View the objects by this artist.

Biography

Lives and works in Brooklyn, NY.
Diana Al-Hadid is fascinated by boundaries in all forms—where something begins and ends, and how we define or belong to a place, be it architectural, sculptural, or experiential. Her panoply of disparate references stretches across time and space as she navigates the division between two-dimensional mark-making and three-dimensional sculpture, the imagined and the real, interior and exterior, belonging and alienation, the ruin and the yet-to-be-completed.

In these works, Al-Hadid looks to the achievements of two Islamic polymaths: the 13th century inventor Al-Jazari and the 15th century mathematician and cartographer Matrakçi Nasuh. In Al-Jazari’s Book of Knowledge of Ingenious Mechanical Devices (1206), he outlines a candle clock—a device that measure the passage of time using the weight of melting candle wax to trigger a series of mechanical operations at certain intervals. Pulling from these visionary drawings, Al-Hadid’s The Candle Clock in the Citadel (2017) appears both a ruin of Al-Jazari’s functional timepiece and a fantastical contraption in which metal balls emerge from the chest of a gilded falcon, rolling down a spiral armature to the floor. Al-Hadid’s signature polymer gypsum coats the large sculpture like dripping wax.

In South East North West (2017), a screen of polymer gypsum constitutes both the structure and surface of its two panels. Rotating the works during their fabrication to drip the liquid material in various directions, Al-Hadid creates what she calls a “blend of fresco and tapestry,” the woven pattern resembling a city map. With its stream of blue painter’s tape interlaced with pastel polymer gypsum and flashes of gold leaf, the work recalls Matrakçi Nasuh’s panoramic miniatures of landscapes and urban centers across the Ottoman empire.

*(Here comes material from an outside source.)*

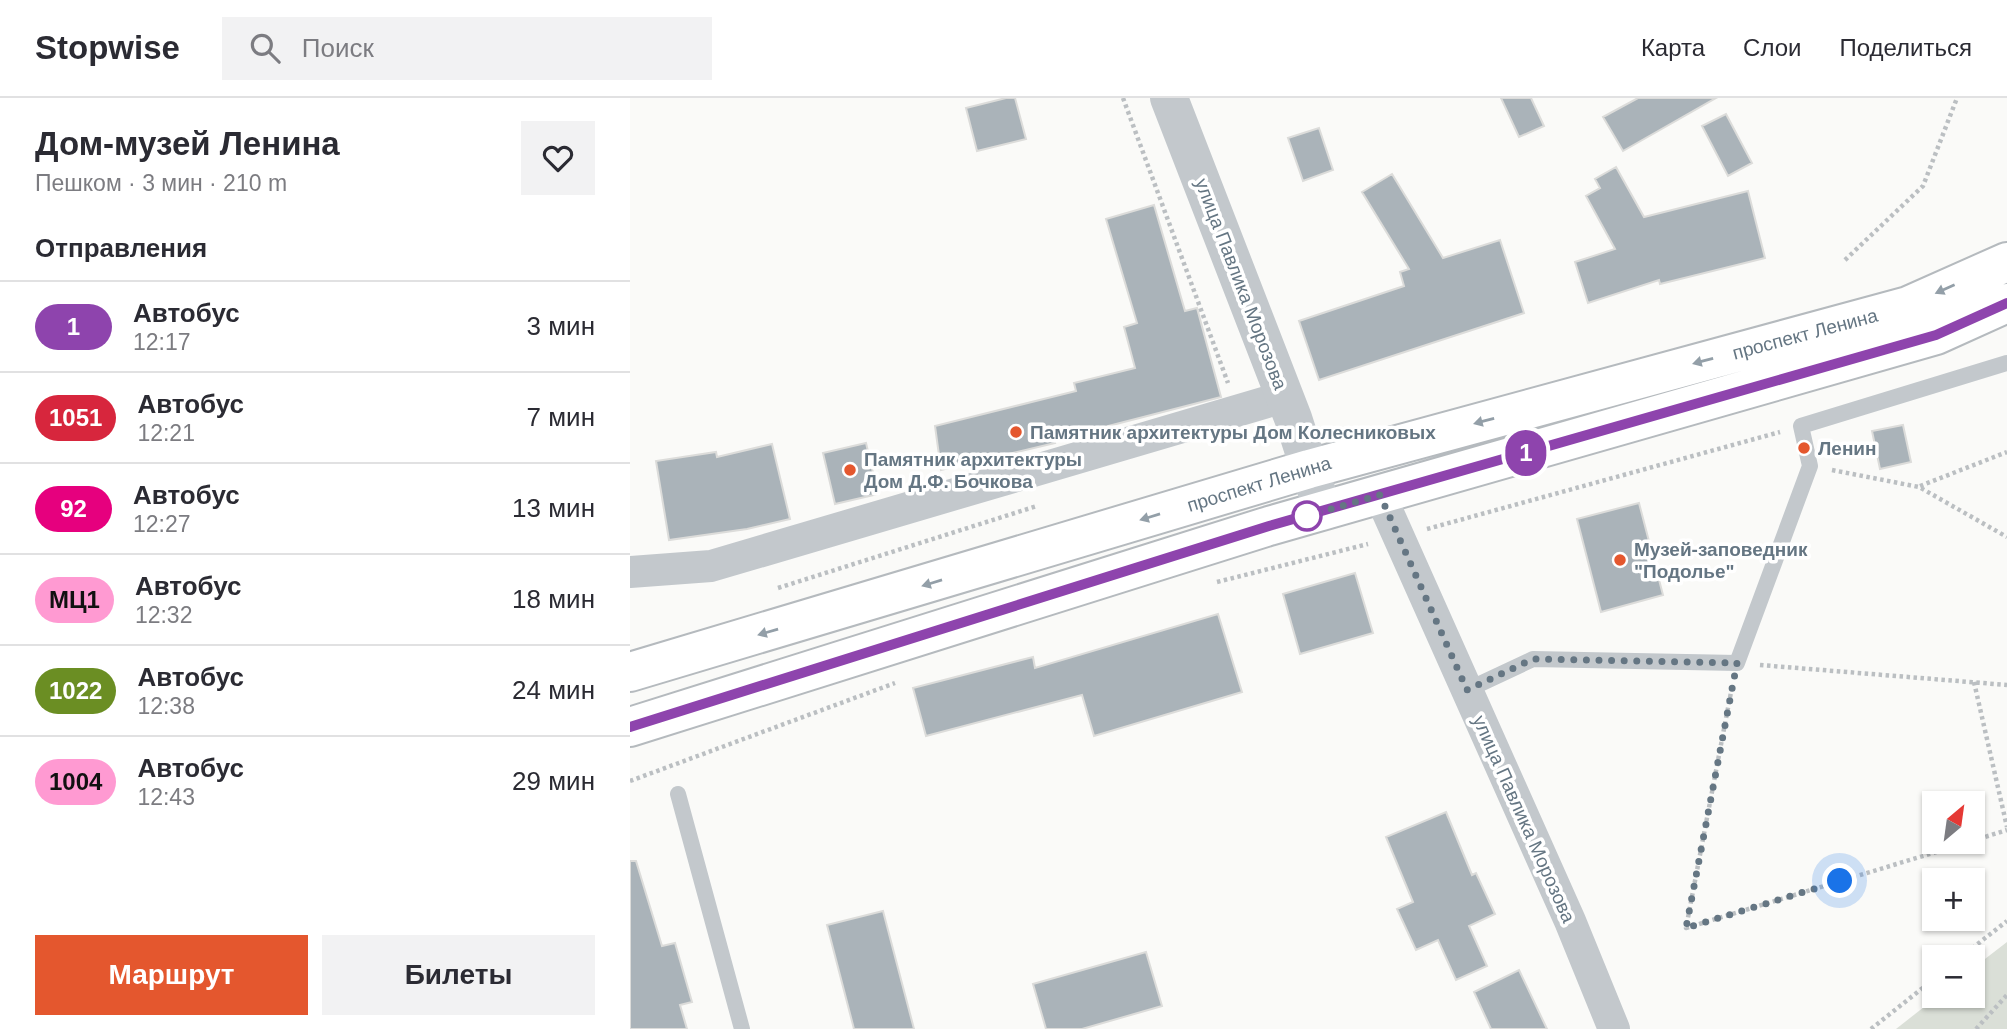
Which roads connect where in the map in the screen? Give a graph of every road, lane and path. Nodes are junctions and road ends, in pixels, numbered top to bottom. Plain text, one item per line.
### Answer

These would be the first works by Al-Hadid to enter into the collection.

Biography
Diana Al-Hadid was born in Aleppo, Syria, in 1981, and raised in Cleveland. She received a BFA in sculpture and a BA in art history from Kent State University, Ohio in 2003, an MFA in sculpture from Virginia Commonwealth University, Richmond in 2005, and attended the Skowhegan School of Painting and Sculpture, Maine in 2007. Al-Hadid has had solo exhibitions at the Akron Art Museum, Ohio; the Hammer Museum, University of California, Los Angeles; Nasher Sculpture Center, Dallas; the San José Museum of Art; University of Texas at Austin Visual Arts Center; the Vienna Secession, Austria; Virginia Museum of Fine Arts, Richmond; and Weatherspoon Art Museum, Greensboro, North Carolina; Her work has also been featured in important international group exhibitions, including Unveiled: New Art from the Middle East, Saatchi Gallery, London; Sharjah Biennial 9; Glasstress 2015: GOTIKA, an official collateral event of the 56th International Venice Biennale; and Culture City of East Asia 2016, Toshodaiji Temple, Nara, Japan. Al-Hadid’s work is included in public collections such as The Museum of Fine Arts Houston; the Virginia Museum of Fine Arts, Richmond; the Weatherspoon Art Museum, Greensboro, North Carolina; the Toledo Museum of Art, and the Whitney Museum of American Art, New York. She currently lives and works in Brooklyn, New York. (acquisitions meeting March 19, 2018)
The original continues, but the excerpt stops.